WHAT YOU NEED TO DO: Among the entries below, find every line that contains the string "this", then copy it.

RECORDS TO PROCESS:
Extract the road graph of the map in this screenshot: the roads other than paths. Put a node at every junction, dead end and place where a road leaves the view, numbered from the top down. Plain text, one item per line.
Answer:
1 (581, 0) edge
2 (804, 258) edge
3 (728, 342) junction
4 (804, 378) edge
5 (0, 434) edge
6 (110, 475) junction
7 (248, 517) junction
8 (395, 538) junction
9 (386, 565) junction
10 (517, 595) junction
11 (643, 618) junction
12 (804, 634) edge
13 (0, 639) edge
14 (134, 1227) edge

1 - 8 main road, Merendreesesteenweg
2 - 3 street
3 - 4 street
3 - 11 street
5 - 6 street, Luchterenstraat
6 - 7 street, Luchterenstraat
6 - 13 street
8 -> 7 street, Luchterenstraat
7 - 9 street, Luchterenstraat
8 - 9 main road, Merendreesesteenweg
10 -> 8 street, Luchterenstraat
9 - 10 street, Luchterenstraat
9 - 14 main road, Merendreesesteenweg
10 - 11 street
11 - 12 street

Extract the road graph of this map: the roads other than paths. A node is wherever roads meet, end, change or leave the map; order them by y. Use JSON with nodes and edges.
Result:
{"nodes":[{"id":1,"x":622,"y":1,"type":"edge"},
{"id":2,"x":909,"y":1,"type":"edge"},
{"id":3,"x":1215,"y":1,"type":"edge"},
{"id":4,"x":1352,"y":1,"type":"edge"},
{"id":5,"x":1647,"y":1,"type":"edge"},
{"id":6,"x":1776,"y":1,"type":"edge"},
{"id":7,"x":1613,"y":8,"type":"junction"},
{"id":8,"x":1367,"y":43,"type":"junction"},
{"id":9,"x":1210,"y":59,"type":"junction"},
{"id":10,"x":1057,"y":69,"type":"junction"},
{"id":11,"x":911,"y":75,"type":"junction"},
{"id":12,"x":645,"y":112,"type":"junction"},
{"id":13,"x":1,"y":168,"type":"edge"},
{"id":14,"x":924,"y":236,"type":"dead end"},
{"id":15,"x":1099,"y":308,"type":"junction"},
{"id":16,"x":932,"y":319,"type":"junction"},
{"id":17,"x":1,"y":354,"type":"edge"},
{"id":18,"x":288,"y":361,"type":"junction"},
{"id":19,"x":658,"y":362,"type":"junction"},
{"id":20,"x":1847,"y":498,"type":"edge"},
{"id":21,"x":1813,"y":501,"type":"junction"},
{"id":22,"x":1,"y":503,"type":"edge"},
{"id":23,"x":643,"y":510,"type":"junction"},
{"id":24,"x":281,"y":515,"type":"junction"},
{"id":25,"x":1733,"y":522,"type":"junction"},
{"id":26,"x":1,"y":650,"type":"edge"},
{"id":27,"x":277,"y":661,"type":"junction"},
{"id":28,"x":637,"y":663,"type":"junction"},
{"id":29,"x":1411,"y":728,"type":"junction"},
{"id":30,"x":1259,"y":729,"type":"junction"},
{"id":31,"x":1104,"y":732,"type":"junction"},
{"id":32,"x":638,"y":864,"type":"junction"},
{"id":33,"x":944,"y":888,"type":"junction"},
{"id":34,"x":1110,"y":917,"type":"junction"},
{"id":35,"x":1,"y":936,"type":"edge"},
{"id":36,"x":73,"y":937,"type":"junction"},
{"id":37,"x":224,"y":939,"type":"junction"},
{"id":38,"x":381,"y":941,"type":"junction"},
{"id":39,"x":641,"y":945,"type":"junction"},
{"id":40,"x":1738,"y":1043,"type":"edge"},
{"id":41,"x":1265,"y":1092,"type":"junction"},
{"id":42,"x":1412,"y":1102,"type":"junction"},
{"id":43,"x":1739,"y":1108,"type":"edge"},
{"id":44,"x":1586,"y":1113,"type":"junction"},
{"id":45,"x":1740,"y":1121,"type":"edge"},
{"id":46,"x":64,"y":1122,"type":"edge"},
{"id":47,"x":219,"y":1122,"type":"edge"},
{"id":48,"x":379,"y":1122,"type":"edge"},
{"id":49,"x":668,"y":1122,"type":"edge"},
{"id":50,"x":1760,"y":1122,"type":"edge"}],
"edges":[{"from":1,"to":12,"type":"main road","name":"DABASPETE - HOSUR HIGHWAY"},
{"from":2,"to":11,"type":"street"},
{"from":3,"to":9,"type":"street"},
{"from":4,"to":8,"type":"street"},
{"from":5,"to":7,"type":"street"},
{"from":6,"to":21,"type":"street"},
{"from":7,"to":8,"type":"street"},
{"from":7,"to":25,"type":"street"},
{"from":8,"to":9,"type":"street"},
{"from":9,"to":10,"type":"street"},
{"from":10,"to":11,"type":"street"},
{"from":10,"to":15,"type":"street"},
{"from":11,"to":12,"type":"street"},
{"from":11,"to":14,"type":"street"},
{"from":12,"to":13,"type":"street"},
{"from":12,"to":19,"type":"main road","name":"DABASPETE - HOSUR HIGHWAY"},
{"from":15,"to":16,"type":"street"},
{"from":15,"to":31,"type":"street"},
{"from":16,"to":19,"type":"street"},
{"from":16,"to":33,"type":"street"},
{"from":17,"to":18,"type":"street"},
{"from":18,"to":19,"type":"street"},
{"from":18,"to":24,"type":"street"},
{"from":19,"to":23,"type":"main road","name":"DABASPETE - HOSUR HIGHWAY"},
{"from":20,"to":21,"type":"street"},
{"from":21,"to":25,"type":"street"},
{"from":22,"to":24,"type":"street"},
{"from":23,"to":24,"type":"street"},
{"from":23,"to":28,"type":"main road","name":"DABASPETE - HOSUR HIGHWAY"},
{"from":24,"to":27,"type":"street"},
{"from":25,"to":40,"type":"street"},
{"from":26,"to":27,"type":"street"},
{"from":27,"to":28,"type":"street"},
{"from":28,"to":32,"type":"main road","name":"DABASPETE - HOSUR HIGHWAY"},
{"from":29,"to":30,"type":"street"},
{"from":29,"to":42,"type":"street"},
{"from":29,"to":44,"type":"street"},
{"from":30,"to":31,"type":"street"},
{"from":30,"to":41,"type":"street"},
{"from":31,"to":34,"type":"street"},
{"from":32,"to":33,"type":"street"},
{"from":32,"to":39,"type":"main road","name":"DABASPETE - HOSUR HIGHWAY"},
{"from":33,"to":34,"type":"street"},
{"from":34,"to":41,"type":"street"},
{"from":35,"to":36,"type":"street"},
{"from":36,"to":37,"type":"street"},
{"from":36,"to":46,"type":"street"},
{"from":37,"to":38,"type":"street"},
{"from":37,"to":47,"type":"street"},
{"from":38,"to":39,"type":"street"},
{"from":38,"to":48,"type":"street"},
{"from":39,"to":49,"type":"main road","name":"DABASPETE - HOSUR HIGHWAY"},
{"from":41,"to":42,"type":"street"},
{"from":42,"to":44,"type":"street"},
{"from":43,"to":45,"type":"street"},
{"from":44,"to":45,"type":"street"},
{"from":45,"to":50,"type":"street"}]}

THE COMPLETED TASK:
Extract the road graph of the map in this screenshot: the roads other than paths. Put a node at every junction, dead end and place where a road leaves the view, numbered from the top down. Plain text, one item per line.
Extract the road graph of this map: the roads other than paths. A node is wherever roads meet, end, change or leave the map; order them by y. Use JSON with nodes and edges.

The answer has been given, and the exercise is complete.